This article will highlight some digital transformation gaps in the risk and compliance domain and suggest that, without digital transformation, risk and compliance activities will be limited in scope, inefficient and fail to deliver real value to aged care providers.

 

What Is Digital Transformation?

McKinsey & Company explain that digital transformation is “the process of developing organisational and technology-based capabilities that allow a company to continuously improve its customer experience and lower its unit costs and over time sustain a competitive advantage”.

We would add to this that digital transformation also helps aged care providers improve the way that they manage risk and ensure compliance, particularly as the legal and regulatory obligations for providers become more complex and demanding.

A key question for aged care providers is therefore: “What are the risk and compliance systems and processes that could be enhanced and made more effective through digital transformation?” We set out a snapshot below of four areas where digital transformation can lead to positive outcomes for aged care providers in risk and compliance.

 

How Can Digital Transformation Help Aged Care Providers with Risk and Compliance?

1. Issue Reporting and Management


Digital platforms can allow providers to report, manage and capture incidents, accidents, near misses and compliance breaches, from anywhere and at any time, usually with a customisable single form. The benefits of such platforms include the ability to:

  • create and customise forms, checklists and workflows
  • assign checklists and forms to staff to validate that key areas of compliance are in fact being managed effectively
  • manage multiple business units or facilities using a single platform
  • conveniently and securely maintain records
  • capture more issues/incidents due to ease of use
  • access aggregated issue/incident data to identify patterns and trends and which serve as an early warning for emerging risk and compliance issues.

These platforms are therefore an improvement on paper-based reporting procedures which are onerous, don’t easily facilitate consolidation and are difficult to maintain.

 

2. Risk Management


Managing risk in a regulatory dynamic environment such as aged care is incredibly difficult. The use of specialised software solutions enables providers to develop an integrated risk management system that allows everyone in the organisation to use a common framework, terminology and methodology for risk management. This prevents risk silos from developing and allows for visibility of how risk is being managed across the organisation by the management team and the governing body.

 

3. Policy Management


Policy management systems ensure that policies and procedures are accessible to workers so that they always know what to do. The features of these systems usually also allow for linking of related policies, providing a single source and repository for all policies and preventing policy silos or unofficial and out-of-date policies having currency in some departments or locations but not others.

 

4. Staff Training


Policies and procedures are important because they help providers effectively manage risk, fulfill their compliance obligations and operate with integrity. However, they are only useful when they are understood and being used correctly by staff. Therefore, ensuring that staff are trained in organisational policies and procedures is critical.

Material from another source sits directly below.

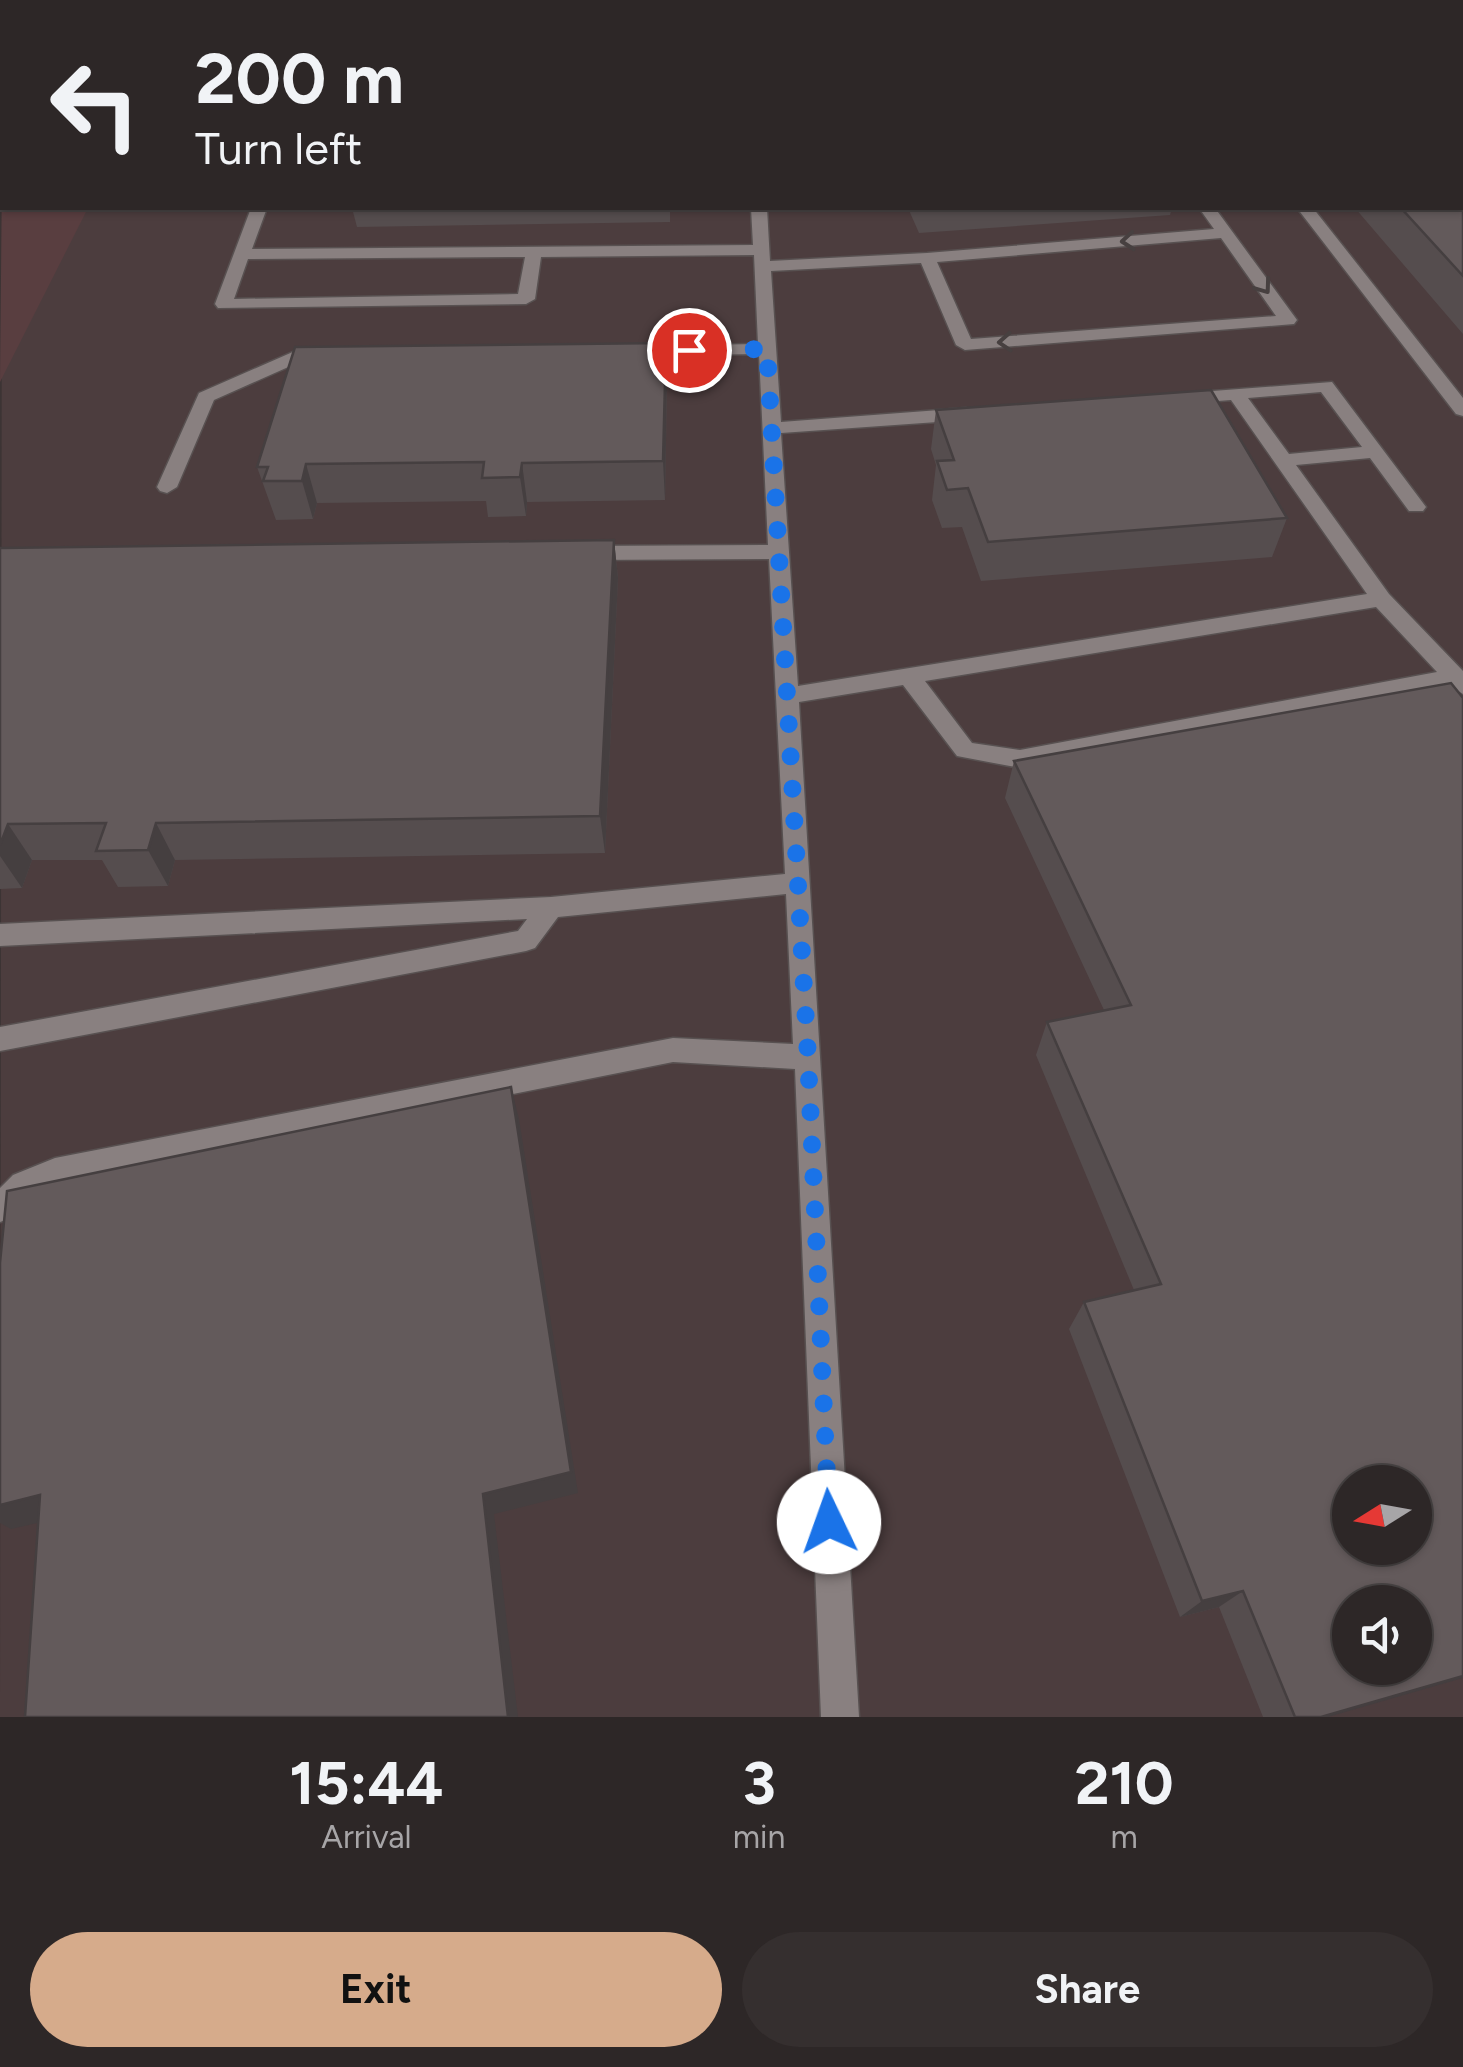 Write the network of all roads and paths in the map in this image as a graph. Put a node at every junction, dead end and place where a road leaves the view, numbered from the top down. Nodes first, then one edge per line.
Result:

Unfortunately, regulatory requirements are becoming increasingly onerous and complex, as we’ve seen with the recent introduction of mandatory 200 care minutes per resident per day and the requirement to have a registered nurse on-site at all times. This increases the demand for appropriately qualified and trained staff in aged care facilities and makes training staff members increasingly harder. Online learning systems help with this by providing a single access point for inductions, ongoing training and professional development so that providers can quickly and comprehensively train staff. These systems usually also allow organisations to create their own targeted courses and then assign, track and report on staff learning.

 

Conclusion

Almost all organisations are on the digital transformation journey with risk and compliance systems, with some much further in their journey than others. Accordingly, if organisations don’t already, they will soon come to realise the significant benefits that digital transformation will have on the effectiveness of their risk and compliance systems. Importantly though, digital transformation requires iterative improvements over the long term to the way an organisation operates. So even those organisations that are further along in their journey than others will need to continue to leverage technology to increase the effectiveness of business operations and support continuous improvement to benefit the organisation, their customers and other stakeholders.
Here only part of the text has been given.